Method #2 could confuse learners into thinking that increase is often followed by over, when it’s not really.
Method #3 gives us the nice collocation over the next ___ years, which is useful for learners to acquire as a “chunk.”
The issue is that we have to choose one method of chunking!
I created a simple app called ChunkReader that using Python’s NLTK to chunk sentences by a grammar I felt was most useful for learners. Here are the rules of this grammar:
|Syntactic unit||Chunking grammar|
|Prepositional phrase OR Noun phrase||(P*) DET* ADJ* N+|
|Verb phrase OR infinitive||(to) V+|
|Relative clause||that/which/who VP|
The abbreviations in the chunking grammar come from the Penn Treebank Project, which is used as the POS tagger. Here is the complete list of abbreviations.
It’s interesting to note that the rules for chunking which I arbitrarily chose aren’t necessarily useful for most other applications of NLP, such as parsing search queries to serve up relevant search results, or mining the internet for textual data to analyze in order to find trends in news or business. These chunking rules are designed to make the most useful chunks of language for students: mostly formulaic expressions, collocations, clauses, and the like. Of course, this is totally subjective. One might feel that beginner students could benefit from just chunking a sentence into subject, verb, and object. Maybe we just want to chunk phrasal verbs. It depends on the context and what’s most helpful to particular students.

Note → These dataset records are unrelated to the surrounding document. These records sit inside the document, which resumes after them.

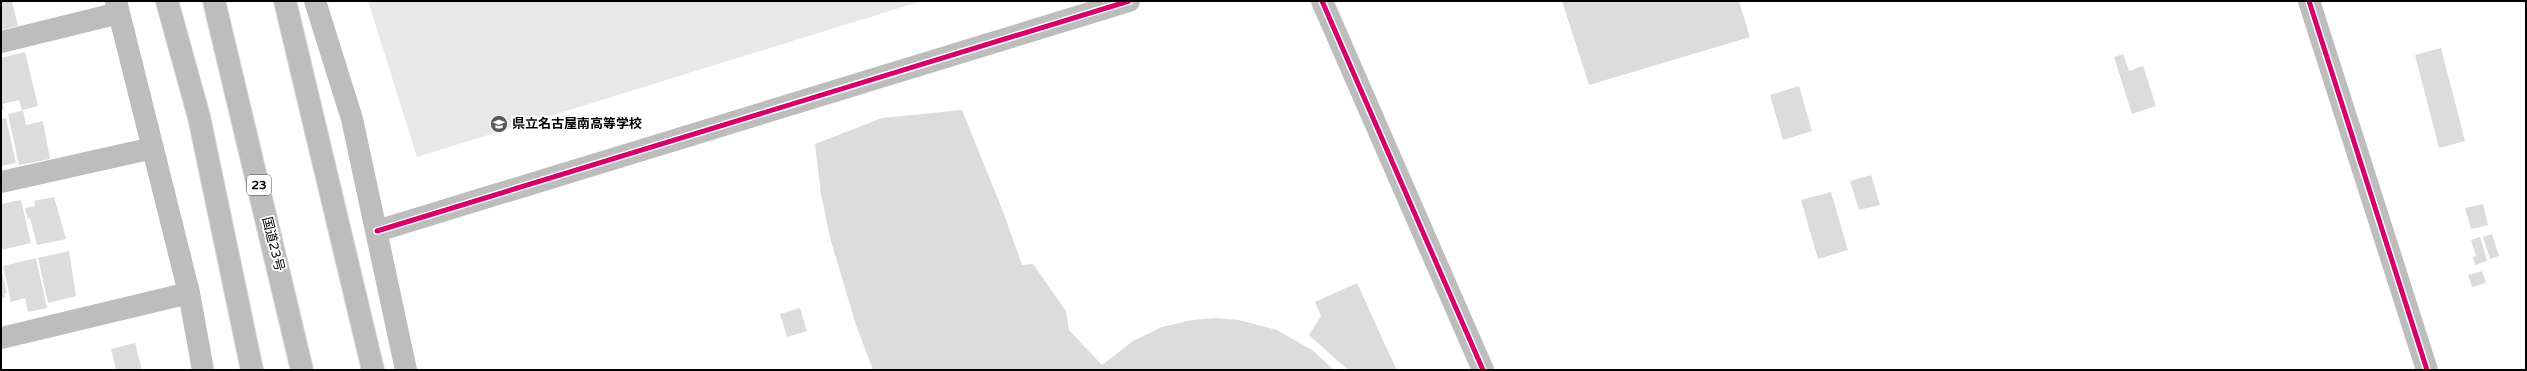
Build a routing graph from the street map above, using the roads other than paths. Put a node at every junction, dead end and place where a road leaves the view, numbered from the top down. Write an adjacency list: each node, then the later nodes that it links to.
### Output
1 (167, 1): 16 (main road)
2 (214, 1): 17 (main road, 国道23号 / 23)
3 (285, 1): 18 (main road)
4 (315, 1): 12 (main road)
5 (1129, 1): 12 (main road)
6 (1322, 1): 20 (main road)
7 (2309, 1): 21 (main road)
8 (117, 7): 9 (main road); 10 (main road)
9 (1, 42)
10 (153, 148): 11 (main road); 13 (main road)
11 (1, 182)
12 (377, 231): 19 (main road)
13 (189, 293): 14 (main road); 15 (main road)
14 (1, 338)
15 (203, 370)
16 (252, 370)
17 (302, 370)
18 (373, 370)
19 (406, 370)
20 (1483, 370)
21 (2427, 370)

And here is the app: ChunkReader Try it and let me know what you think! It’s still full of bugs.
Conklin, K. & Schmitt, N. (2012). The processing of formulaic language. Annual Review of Applied Linguistics, 32, 45–61. https://doi.org/10.1017/S0267190512000074
Durrant, P. & Schmitt, N. (2010) Adult learners’ retention of collocations from exposure. Second Language Research, 26(2), 163–188. http://doi.org/10.1177/0267658309349431
Fender, M. (2001). A review of L1 and L2/ESL word integration skills and the nature of L2/ESL word integration development involved in lower-level text processing. Language Learning, 51(2), 319–396.
Nguyen, H. (2014). The acquisition of formulaic sequences in high-intermediate ESL learners. Publicly Accessible Penn Dissertations. 1385. http://repository.upenn.edu/edissertations/1385
Pulido, M. F. (2021). Individual chunking ability predicts efficient or shallow L2 processing: Eye-tracking evidence from multiword units in relative clauses. Frontiers in Psychology, 11, 1-18. https://doi.org/10.3389/fpsyg.2020.607621
One thought on “Automated chunking of text (for learners, not search algorithms)”
hi Brendon, nice idea, will keep an eye on chunkreader as it develops!